The lines to be copied are those below that contain "image".

**Records to use**
-------

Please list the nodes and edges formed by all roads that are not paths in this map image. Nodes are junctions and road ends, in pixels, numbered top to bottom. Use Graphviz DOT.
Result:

-------

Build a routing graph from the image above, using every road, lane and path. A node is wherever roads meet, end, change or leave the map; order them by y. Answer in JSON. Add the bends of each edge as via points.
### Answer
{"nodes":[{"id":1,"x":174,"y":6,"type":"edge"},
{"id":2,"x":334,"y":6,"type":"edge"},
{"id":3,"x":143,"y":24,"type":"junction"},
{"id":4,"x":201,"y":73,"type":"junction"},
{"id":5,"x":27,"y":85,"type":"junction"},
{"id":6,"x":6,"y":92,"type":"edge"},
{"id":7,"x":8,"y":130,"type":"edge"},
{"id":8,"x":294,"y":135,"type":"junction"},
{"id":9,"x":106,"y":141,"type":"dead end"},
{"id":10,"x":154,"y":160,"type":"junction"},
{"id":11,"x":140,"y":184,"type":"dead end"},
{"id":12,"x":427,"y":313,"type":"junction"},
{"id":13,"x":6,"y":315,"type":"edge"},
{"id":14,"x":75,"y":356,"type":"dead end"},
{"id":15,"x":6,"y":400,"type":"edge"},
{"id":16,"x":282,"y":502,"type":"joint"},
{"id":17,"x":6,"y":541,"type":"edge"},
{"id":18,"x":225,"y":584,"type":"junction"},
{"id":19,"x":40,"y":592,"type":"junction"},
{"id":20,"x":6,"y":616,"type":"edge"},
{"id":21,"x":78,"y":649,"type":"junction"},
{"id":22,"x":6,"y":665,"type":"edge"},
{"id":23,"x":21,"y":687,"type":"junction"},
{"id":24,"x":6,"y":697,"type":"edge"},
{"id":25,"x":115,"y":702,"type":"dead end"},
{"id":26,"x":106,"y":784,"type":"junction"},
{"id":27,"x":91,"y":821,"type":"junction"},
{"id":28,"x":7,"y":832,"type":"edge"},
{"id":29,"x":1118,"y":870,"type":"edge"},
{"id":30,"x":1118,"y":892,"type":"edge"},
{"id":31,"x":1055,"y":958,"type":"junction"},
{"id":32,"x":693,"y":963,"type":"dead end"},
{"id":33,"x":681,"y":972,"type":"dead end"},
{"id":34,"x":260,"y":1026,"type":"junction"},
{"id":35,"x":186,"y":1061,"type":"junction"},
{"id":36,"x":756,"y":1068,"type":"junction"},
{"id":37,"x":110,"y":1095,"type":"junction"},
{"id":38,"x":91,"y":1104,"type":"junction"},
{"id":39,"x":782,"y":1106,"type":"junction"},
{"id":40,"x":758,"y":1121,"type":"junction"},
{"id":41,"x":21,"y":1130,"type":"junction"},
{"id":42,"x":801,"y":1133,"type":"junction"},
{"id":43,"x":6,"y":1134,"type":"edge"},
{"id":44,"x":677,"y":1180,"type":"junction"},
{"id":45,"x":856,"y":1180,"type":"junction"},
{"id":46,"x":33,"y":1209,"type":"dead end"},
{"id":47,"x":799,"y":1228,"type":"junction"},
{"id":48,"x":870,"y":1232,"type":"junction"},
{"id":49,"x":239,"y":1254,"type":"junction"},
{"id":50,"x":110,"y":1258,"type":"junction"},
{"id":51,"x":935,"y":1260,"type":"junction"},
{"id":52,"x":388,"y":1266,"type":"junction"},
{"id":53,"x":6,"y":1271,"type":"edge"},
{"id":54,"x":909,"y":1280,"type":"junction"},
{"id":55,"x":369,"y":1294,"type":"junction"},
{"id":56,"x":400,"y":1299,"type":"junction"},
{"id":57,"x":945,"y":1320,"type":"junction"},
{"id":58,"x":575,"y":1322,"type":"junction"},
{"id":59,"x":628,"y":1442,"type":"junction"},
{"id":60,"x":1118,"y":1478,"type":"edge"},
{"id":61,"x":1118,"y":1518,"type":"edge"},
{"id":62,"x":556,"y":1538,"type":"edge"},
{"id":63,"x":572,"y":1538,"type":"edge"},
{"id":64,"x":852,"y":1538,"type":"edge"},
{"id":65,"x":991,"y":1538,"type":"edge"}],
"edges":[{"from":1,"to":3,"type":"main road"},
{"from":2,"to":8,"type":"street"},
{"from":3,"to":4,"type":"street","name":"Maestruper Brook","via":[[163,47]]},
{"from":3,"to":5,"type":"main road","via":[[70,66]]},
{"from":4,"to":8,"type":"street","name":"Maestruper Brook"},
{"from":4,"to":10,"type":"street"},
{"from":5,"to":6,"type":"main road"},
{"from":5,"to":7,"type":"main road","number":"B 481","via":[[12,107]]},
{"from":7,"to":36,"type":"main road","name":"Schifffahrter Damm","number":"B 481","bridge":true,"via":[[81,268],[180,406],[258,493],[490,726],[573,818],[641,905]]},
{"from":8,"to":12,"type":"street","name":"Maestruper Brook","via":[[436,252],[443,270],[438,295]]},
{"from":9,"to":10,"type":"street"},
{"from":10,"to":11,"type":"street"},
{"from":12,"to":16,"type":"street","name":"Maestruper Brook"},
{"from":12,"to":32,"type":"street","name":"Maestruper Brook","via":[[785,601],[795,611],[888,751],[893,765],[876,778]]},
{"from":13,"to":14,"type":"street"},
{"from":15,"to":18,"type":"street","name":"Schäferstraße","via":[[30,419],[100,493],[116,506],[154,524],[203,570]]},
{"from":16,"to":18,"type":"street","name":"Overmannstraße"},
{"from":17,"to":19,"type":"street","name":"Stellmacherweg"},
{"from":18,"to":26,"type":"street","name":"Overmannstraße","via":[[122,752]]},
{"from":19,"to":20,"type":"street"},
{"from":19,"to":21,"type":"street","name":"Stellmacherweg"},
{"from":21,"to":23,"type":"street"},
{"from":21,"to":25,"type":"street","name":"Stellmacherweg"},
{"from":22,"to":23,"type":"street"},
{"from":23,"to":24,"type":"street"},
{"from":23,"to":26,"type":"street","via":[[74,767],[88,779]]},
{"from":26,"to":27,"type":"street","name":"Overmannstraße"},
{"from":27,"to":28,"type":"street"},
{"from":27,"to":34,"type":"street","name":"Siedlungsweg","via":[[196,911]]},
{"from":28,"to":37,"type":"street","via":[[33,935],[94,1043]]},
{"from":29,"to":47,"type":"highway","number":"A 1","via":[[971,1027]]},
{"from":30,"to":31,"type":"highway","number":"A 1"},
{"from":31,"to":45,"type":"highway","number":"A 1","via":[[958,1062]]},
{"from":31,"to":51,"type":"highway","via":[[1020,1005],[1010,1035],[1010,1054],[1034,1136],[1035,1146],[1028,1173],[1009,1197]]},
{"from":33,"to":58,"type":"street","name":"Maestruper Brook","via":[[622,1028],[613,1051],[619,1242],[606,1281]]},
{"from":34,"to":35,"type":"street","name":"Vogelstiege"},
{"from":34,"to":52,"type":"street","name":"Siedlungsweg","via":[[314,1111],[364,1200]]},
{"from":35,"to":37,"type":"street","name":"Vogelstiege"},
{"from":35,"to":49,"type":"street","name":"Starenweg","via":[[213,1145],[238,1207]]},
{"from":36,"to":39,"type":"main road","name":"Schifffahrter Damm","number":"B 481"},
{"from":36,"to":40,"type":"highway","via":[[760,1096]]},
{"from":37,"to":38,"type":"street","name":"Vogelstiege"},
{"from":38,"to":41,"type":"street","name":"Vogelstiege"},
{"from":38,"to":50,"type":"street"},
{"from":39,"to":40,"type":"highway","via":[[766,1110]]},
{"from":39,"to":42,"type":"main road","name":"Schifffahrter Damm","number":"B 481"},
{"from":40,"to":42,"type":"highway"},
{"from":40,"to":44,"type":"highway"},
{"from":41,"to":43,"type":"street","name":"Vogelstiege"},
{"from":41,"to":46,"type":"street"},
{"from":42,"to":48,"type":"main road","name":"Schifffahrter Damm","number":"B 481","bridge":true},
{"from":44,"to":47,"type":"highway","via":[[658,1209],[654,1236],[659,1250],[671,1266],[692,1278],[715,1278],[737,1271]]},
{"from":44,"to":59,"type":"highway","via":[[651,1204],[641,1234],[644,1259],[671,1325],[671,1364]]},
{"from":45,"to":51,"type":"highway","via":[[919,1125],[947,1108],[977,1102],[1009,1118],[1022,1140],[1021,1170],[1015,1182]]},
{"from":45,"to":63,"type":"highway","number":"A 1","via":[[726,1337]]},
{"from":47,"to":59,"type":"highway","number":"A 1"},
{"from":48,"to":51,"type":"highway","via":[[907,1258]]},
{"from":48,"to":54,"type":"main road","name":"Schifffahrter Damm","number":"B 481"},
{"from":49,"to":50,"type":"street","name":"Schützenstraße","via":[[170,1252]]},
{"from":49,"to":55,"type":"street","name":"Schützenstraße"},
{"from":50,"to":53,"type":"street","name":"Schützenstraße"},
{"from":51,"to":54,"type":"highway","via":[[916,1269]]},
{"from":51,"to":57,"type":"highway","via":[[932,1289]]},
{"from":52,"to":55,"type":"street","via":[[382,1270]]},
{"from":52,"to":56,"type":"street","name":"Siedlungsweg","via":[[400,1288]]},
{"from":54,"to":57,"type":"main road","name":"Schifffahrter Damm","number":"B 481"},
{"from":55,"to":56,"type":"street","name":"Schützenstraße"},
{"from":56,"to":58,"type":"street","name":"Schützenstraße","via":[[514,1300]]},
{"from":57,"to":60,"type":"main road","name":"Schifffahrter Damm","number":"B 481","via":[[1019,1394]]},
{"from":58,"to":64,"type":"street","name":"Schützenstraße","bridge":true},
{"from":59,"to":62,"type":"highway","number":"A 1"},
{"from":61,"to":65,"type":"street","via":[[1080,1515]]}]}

-------

**Final answer**
Please list the nodes and edges formed by all roads that are not paths in this map image. Nodes are junctions and road ends, in pixels, numbered top to bottom. Use Graphviz DOT.
Build a routing graph from the image above, using every road, lane and path. A node is wherever roads meet, end, change or leave the map; order them by y. Answer in JSON. Add the bends of each edge as via points.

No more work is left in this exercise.